A opinião de ...

Em defesa dos nossos animais..

Alguém escreveu que “a forma como uma sociedade trata os seus animais nos indica o seu grau de desenvolvimento cultural”. Segundo notícias divulgadas pela imprensa, o dono de um canil impedia a entrada na sua propriedade vedada com uma rede às pessoas que pretendiam salvar os cães que aí tinha à sua guarda e que estavam a ser dizimados por um incêndio. Populares cortaram as redes e invadiram o canil para salvar os animais. Logo choveram criticas sobre a insensibilidade do dono do canil, imagens transmitidas pela televisão comoveram cidadãos, a discussão instalou-se, movimentos de defesa dos animais manifestaram-se e a revolta contagiou a nossa sociedade.
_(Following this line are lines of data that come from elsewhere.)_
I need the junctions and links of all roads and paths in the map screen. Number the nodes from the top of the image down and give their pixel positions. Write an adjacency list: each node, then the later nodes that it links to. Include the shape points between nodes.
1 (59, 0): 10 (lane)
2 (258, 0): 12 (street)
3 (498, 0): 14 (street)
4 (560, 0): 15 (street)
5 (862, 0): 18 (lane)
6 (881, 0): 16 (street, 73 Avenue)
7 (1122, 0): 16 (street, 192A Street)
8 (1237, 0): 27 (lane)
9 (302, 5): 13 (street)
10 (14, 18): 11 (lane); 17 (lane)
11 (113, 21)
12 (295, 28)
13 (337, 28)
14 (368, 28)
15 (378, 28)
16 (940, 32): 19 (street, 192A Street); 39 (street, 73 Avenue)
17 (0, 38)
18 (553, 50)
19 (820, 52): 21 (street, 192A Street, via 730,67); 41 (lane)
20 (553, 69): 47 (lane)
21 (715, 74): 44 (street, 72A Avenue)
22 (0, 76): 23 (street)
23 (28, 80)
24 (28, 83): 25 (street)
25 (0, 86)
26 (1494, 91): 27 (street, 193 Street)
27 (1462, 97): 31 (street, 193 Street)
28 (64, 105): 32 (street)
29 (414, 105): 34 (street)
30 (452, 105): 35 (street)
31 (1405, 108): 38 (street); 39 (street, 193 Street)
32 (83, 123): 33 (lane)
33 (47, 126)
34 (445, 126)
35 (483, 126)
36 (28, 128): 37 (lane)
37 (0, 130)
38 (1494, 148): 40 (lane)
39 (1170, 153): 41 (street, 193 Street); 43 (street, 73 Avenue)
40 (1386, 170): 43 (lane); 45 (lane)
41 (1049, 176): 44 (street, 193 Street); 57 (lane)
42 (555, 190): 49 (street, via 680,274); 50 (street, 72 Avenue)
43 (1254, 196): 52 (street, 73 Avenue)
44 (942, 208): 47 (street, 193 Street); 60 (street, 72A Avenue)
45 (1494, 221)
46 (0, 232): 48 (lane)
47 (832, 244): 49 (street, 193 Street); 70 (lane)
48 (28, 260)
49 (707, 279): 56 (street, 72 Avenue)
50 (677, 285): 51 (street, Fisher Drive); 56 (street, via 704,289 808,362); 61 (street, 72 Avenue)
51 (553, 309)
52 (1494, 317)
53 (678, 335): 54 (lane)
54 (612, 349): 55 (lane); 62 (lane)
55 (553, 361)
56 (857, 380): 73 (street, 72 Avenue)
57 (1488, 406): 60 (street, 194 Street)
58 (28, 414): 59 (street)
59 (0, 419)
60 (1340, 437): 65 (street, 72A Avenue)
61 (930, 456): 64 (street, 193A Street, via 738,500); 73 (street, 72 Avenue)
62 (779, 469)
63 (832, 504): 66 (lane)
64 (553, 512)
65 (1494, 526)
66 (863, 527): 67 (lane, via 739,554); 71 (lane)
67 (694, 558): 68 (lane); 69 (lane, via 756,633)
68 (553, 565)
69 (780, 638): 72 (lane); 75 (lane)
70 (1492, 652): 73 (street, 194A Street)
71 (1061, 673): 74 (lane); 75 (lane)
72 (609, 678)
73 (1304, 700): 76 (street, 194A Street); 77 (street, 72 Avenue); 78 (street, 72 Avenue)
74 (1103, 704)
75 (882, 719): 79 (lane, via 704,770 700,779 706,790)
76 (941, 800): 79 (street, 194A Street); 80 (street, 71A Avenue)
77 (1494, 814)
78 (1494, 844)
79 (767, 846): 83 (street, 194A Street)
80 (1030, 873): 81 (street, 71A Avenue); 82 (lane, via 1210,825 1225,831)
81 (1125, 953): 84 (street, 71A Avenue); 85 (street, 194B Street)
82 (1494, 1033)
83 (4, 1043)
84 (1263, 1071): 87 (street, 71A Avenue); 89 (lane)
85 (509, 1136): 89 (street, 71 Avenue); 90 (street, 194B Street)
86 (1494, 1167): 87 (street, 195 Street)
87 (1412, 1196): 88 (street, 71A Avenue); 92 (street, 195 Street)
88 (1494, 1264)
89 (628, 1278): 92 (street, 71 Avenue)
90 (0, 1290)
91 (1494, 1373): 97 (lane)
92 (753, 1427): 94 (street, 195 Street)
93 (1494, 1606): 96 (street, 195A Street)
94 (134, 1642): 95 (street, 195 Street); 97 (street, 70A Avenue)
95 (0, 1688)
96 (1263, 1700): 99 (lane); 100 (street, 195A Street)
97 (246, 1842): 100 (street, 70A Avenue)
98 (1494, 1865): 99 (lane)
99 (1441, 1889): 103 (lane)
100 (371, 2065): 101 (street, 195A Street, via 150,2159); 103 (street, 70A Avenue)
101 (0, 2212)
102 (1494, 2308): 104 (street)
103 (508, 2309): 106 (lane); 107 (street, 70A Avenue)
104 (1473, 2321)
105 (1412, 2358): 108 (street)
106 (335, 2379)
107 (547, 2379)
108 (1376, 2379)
Muitos leitores me perguntam sobre a legitimidade da actuação daqueles populares nestas circunstâncias. Vou tentar responder de forma simples e concisa: a nossa lei trata a questão da defesa e do exercício dos direitos na Parte Geral do Código Civil, nos artigos 334º e seguintes, onde se estabelece como pode ser exercida a acção directa, a legítima defesa e o estado de necessidade, como forma excepcional de defesa dos direitos por acção do próprio interessado ou de terceiros sem necessidade ou na impossibilidade de prévio recurso às autoridades policiais e ao Tribunal. Da leitura dos artigos do CC a seguir referidos, para quem não lida com a terminologia jurídica não encontra diferenças no recurso a estes meios legais do exercício e defesa dos direitos, mas os pressupostos para justificar recorrer a um ou outro meio de defesa e exercício dos direitos são muito diferentes.
Segundo o artigo 337º CC, “considera-se justificado o acto destinado a afastar qualquer agressão actual e contrária à lei contra a pessoa ou património do agente...” Pela leitura deste artigo, e como ensinava Antunes Varela - (direito das obrigações, 1ºV pag 444), “a legítima defesa consiste na reacção destinada a afastar uma agressão actual ilícita da pessoa, seja do agente ou de terceiro”. A acção directa (artigo 336º CC), “é o recurso à força (às vias de facto) para realizar ou assegurar o próprio direito”. O estado de necessidade (339º do CC) considera “lícita a acção daquele que destruir ou danificar coisa alheia com o fim de remover o perigo de um dano manifestamente superior quer do agente, quer de terceiro”. No estado de necessidade é sacrificado um direito ou destruído um bem com o fim de proteger um direito ou salvar um bem superior. Assim, na minha opinião, será no artigo 339º CC que se encontra a justificação para a entrada na propriedade alheia e a destruição da rede com o fim de salvar a vida daqueles animais.
No exercício da acção directa visa-se a conservação prática de um direito enquanto no estado de necessidade o agente procura evitar a consumação (ou a ampliação) de um dano. Como no caso concreto, a entrada numa propriedade (alheia) e a destruição de uma rede são actos necessários para salvar os animais que estavam a ser dizimados num incêndio. Entre estes dois valores - direito de propriedade/vida dos animais – o cidadão (normal) escolhe a vida dos animais, ou seja, aceita que seja sacrificado o direito de propriedade para salvar os animais e por não haver outra forma de proceder sem perda de tempo.
Todos os animais, e especialmente os animais de estimação, deixaram de ser tratados como coisas (artigo 201º CC). Os animais passaram a ser considerados como seres sencientes – seres com capacidade de sentir sensações e sentimentos de forma consciente, ou seja, seres com capacidade de ter percepções conscientes do que lhes acontece e do que os rodeia. Em virtude de lhes ser reconhecida esta natureza, passaram a ter protecção jurídica, nos termos da Lei 8/2.017 – que estabeleceu o “Estatuto Jurídico dos Animais” – e, em consequência, veio aditar e alterar muitos artigos do nosso Código Civil de 1.966, nomeadamente quanto à alimentação e guarda dos animais que no caso de conflito quanto à sua pertença os tribunais têm de resolver. Também se verificaram alterações do Código Penal.
Recordo as palavras de Mahatma Gandi: “a grandeza de uma nação e o seu progresso moral podem ser julgados pelo modo como trata os seus animais”.